ELISA检测方法原理、操作步骤及常见问题

ELISA（酶联免疫吸附测定）是一种广泛应用于生物医学研究和临床诊断的实验技术。由于其高灵敏度和具体性，ELISA已成为检测抗体、激素、蛋白质和病原体的方法。

一、ELISA检测原理

基本原理

方法类型

• 直接ELISA：使用直接标记有酶的抗体对抗原进行检测。
• 间接ELISA：使用两种抗体，第一抗体特异地识别抗原，第二抗体识别第一抗体并标记有酶。
• 夹心ELISA：利用两种抗体夹住抗原，其中一种固定，另一种标记有酶。
• 竞争ELISA：抗原和标记有酶的抗原竞争同一抗体的结合位。

二、实验前的准备

实验材料

• 抗体：选择高特异性和亲和力的抗体。
• 酶标记底物：常用的酶如辣根过氧化物酶（HRP）或碱性磷酸酶（AP），底物选择应与酶相匹配。
• 洗涤液：通常使用含有Tween-20的PBS缓冲液以减少非特异性结合。
• 阻断液：用于阻断微孔板中未被抗体或抗原占据的位点，防止非特异性吸附。

设备与环境

• 酶标仪：用于读取酶反应产生的光信号。
• 实验室环境：需要保持清洁，温度和湿度控制适中以保证实验的准确性和重复性。

三、操作步骤详解

1. 样品准备

• 处理：取所需样品体积，如有必要，进行适当稀释以符合测试范围。

• 存储：将样品分装在避光小管中，存放于-20°C以下以避免降解。避免反复冻融，建议分装成单次使用量。

2. 加样与孵育

• 加样：在微孔板中加入50 µL样品到每个测试孔中。使用多通道移液器可以提高效率和准确性。

• 孵育：将孔板覆盖，放置在37°C孵育器中孵育1小时，或根据抗体配套文件推荐的时间进行孵育。

3. 洗涤

• 洗涤次数：用自动洗板机或手动洗板，每次加入300 µL洗涤缓冲液，静置几秒后弃液，重复此过程至少3次。

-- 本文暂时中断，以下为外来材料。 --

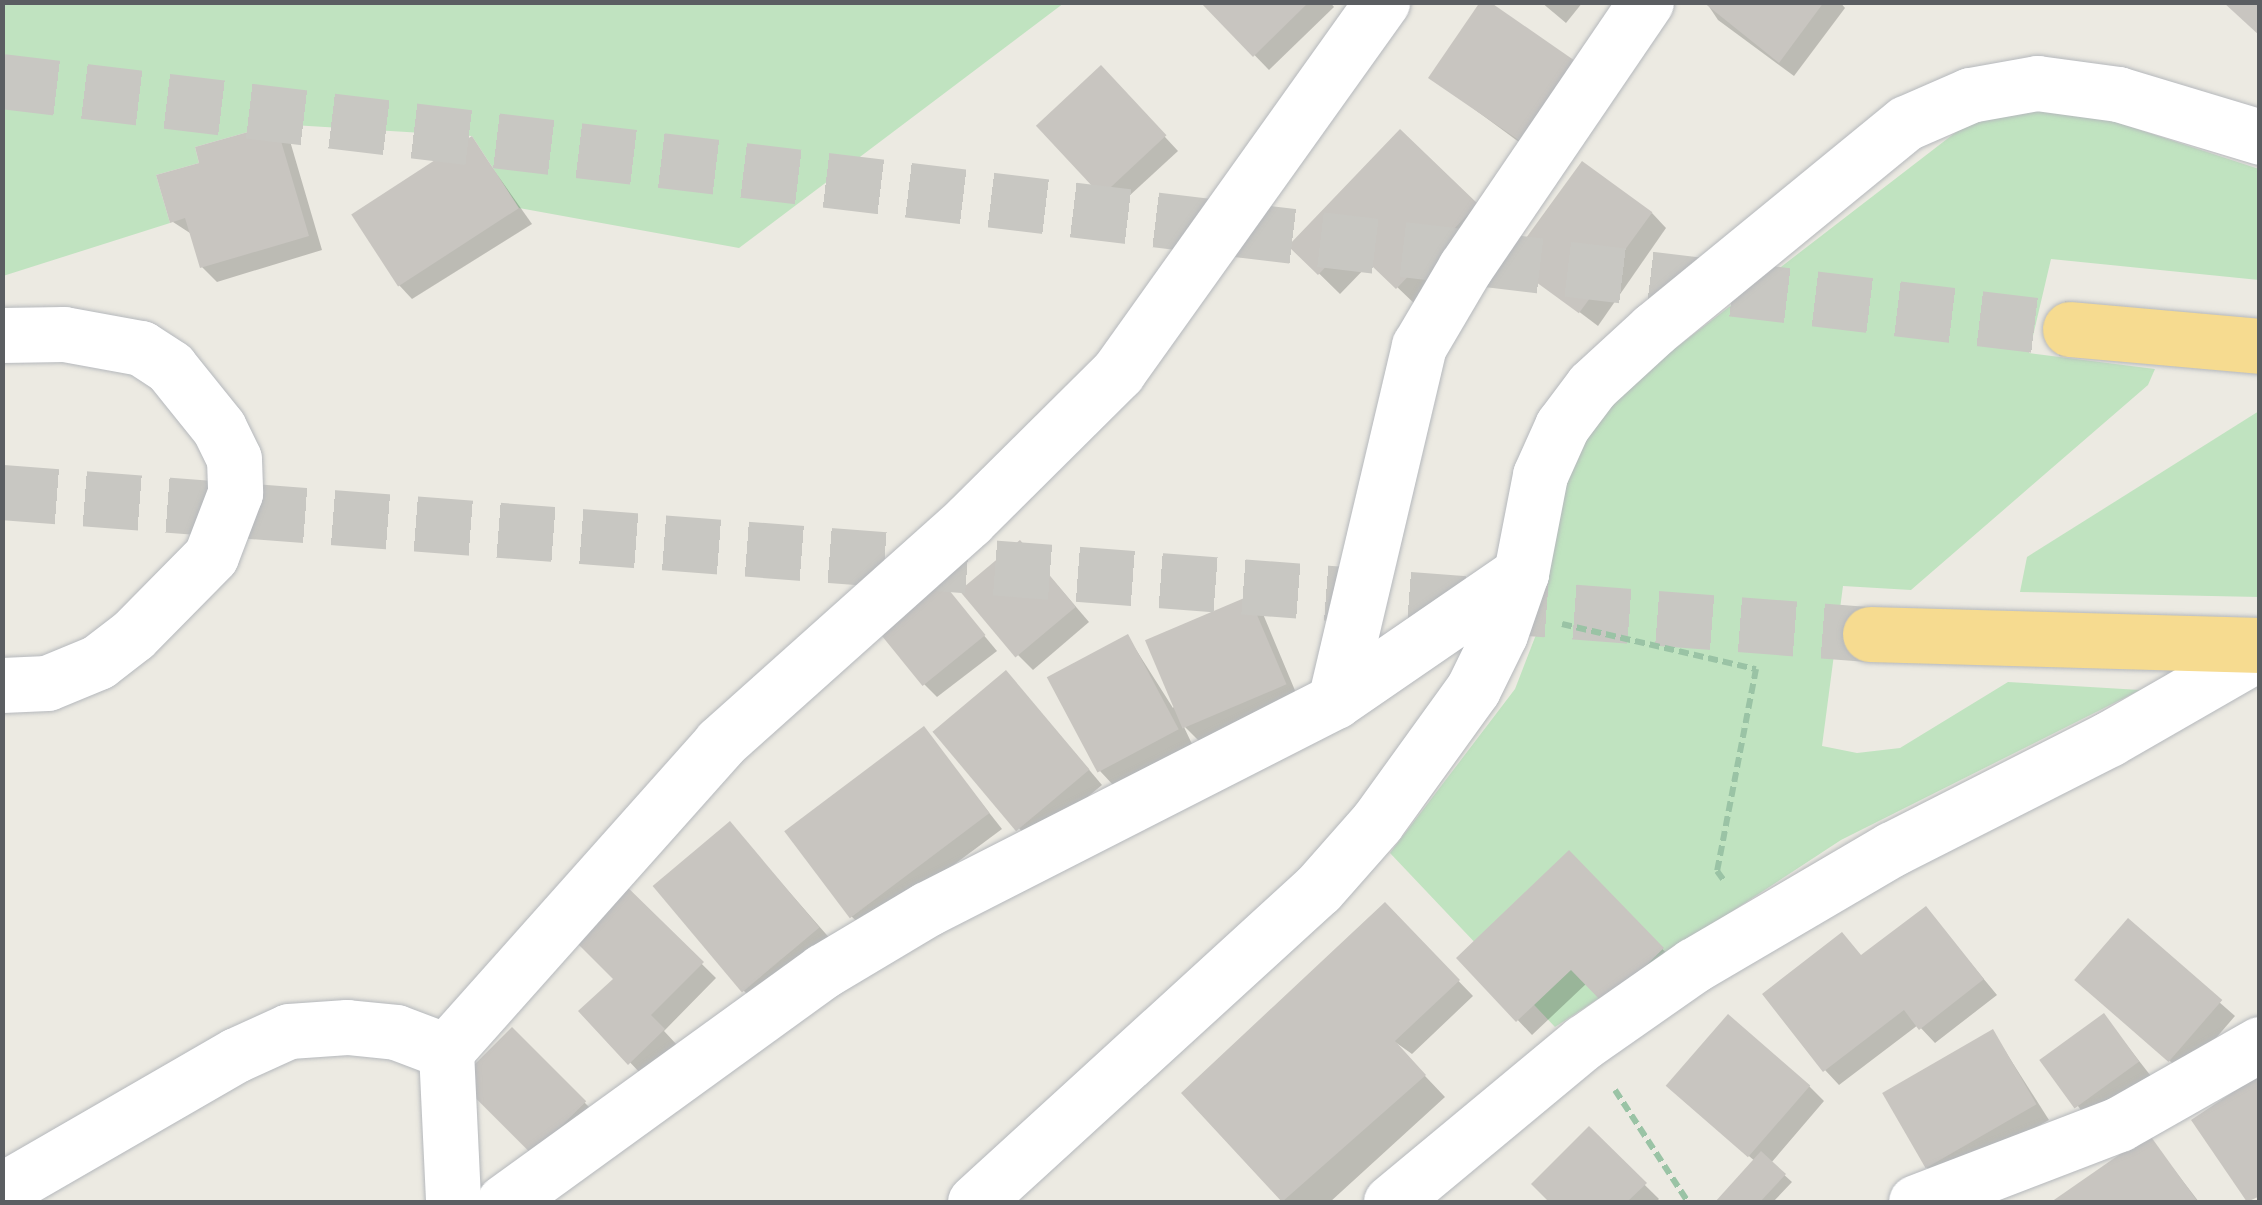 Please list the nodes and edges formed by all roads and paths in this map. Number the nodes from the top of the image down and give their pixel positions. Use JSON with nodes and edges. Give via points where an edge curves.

• 洗涤技巧：确保每次洗涤液充分覆盖孔底，避免泡沫产生，因泡沫可能导致孔间污染。

4. 酶标底物加入和信号发展

• 底物加入：向每个孔中加入100 µL酶底物（如TMB），在避光条件下室温孵育15-30分钟。

• 终止反应：加入50 µL的终止液（如2N硫酸），反应立即停止，并将颜色由蓝变黄。

5. 读取结果

• 使用酶标仪：在450 nm波长下读取吸光度值。如果可能，读取650 nm作为参考波长，以校正板材不均或泡沫的影响。

四、注意事项与经验分享

常见问题及对策

• 孔板交叉污染：使用新的吸头和适当的技术，如慢速释放液体到孔壁，避免液体直接冲击到孔底。

• 底物不稳定：底物开封后应避光保存，并在推荐的有效期内使用，过期底物可能导致信号弱或背景高。

经验技巧

• 提高灵敏度：优化底物的孵育时间，观察颜色变化，避免过度孵育导致信号饱和。

• 减少非特异性背景：增加阻断步骤的时间或使用高效的阻断剂，如脱脂牛奶粉或BSA，以填补未被抗体或抗原占据的微孔板表面。